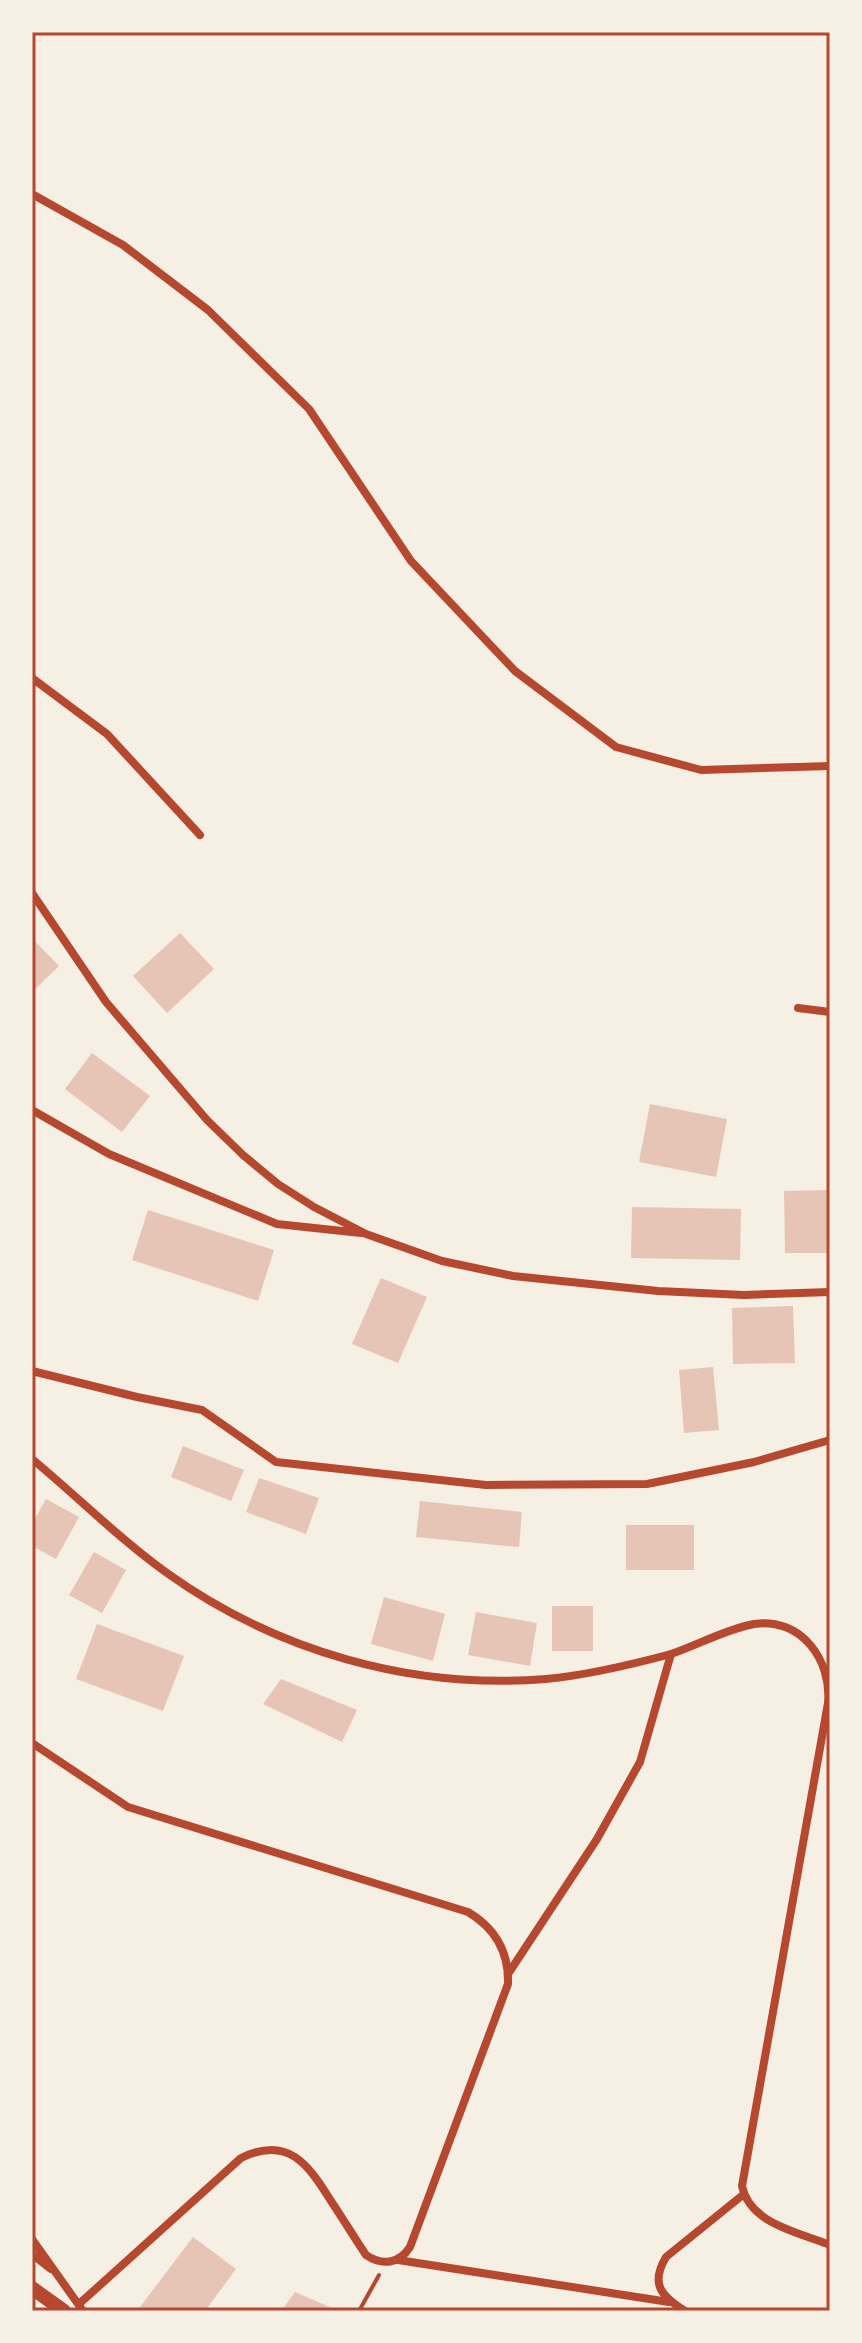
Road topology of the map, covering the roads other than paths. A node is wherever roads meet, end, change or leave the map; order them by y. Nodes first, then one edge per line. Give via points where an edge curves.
1 (32, 194) edge
2 (32, 678) edge
3 (830, 766) edge
4 (200, 835) dead end
5 (32, 893) edge
6 (798, 1008) dead end
7 (830, 1012) edge
8 (32, 1110) edge
9 (366, 1234) junction
10 (830, 1292) edge
11 (32, 1371) edge
12 (830, 1440) edge
13 (32, 1459) edge
14 (672, 1654) junction
15 (32, 1743) edge
16 (508, 1975) junction
17 (744, 2194) junction
18 (32, 2239) edge
19 (830, 2245) edge
20 (32, 2254) edge
21 (398, 2260) junction
22 (61, 2277) junction
23 (32, 2288) edge
24 (669, 2302) junction
25 (81, 2308) edge
26 (64, 2311) edge
27 (685, 2311) edge

1 - 3 street via 123,245 208,310 309,409 411,561 515,671 616,747 701,770
2 - 4 street via 107,734
5 - 9 street via 106,1002 207,1120 278,1184
6 - 7 street
8 - 9 street via 109,1154 277,1224
9 - 10 street via 442,1261 513,1276 673,1292
11 - 12 street via 202,1410 276,1462 486,1485 647,1484
13 - 14 street via 195,1592 259,1627 328,1654 435,1677 509,1681 582,1675
14 - 16 street via 640,1762 597,1839
14 - 17 street via 739,1628 778,1625 811,1644 828,1677 828,1703 742,2175
15 - 16 street via 128,1807 459,1909 479,1919 497,1938
16 - 21 street via 410,2247
17 - 19 street via 768,2221
17 - 24 street via 666,2257 658,2281
18 - 22 street
20 - 22 street
21 - 24 street
21 - 25 street via 386,2263 366,2255 304,2162 270,2150 241,2158
22 - 25 street
23 - 26 main road
24 - 27 street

_____

# What the exercise asks
Transcribe the records above exactly as they appear, leaving out any pictures.

# Your response
Road topology of the map, covering the roads other than paths. A node is wherever roads meet, end, change or leave the map; order them by y. Nodes first, then one edge per line. Give via points where an edge curves.
1 (32, 194) edge
2 (32, 678) edge
3 (830, 766) edge
4 (200, 835) dead end
5 (32, 893) edge
6 (798, 1008) dead end
7 (830, 1012) edge
8 (32, 1110) edge
9 (366, 1234) junction
10 (830, 1292) edge
11 (32, 1371) edge
12 (830, 1440) edge
13 (32, 1459) edge
14 (672, 1654) junction
15 (32, 1743) edge
16 (508, 1975) junction
17 (744, 2194) junction
18 (32, 2239) edge
19 (830, 2245) edge
20 (32, 2254) edge
21 (398, 2260) junction
22 (61, 2277) junction
23 (32, 2288) edge
24 (669, 2302) junction
25 (81, 2308) edge
26 (64, 2311) edge
27 (685, 2311) edge

1 - 3 street via 123,245 208,310 309,409 411,561 515,671 616,747 701,770
2 - 4 street via 107,734
5 - 9 street via 106,1002 207,1120 278,1184
6 - 7 street
8 - 9 street via 109,1154 277,1224
9 - 10 street via 442,1261 513,1276 673,1292
11 - 12 street via 202,1410 276,1462 486,1485 647,1484
13 - 14 street via 195,1592 259,1627 328,1654 435,1677 509,1681 582,1675
14 - 16 street via 640,1762 597,1839
14 - 17 street via 739,1628 778,1625 811,1644 828,1677 828,1703 742,2175
15 - 16 street via 128,1807 459,1909 479,1919 497,1938
16 - 21 street via 410,2247
17 - 19 street via 768,2221
17 - 24 street via 666,2257 658,2281
18 - 22 street
20 - 22 street
21 - 24 street
21 - 25 street via 386,2263 366,2255 304,2162 270,2150 241,2158
22 - 25 street
23 - 26 main road
24 - 27 street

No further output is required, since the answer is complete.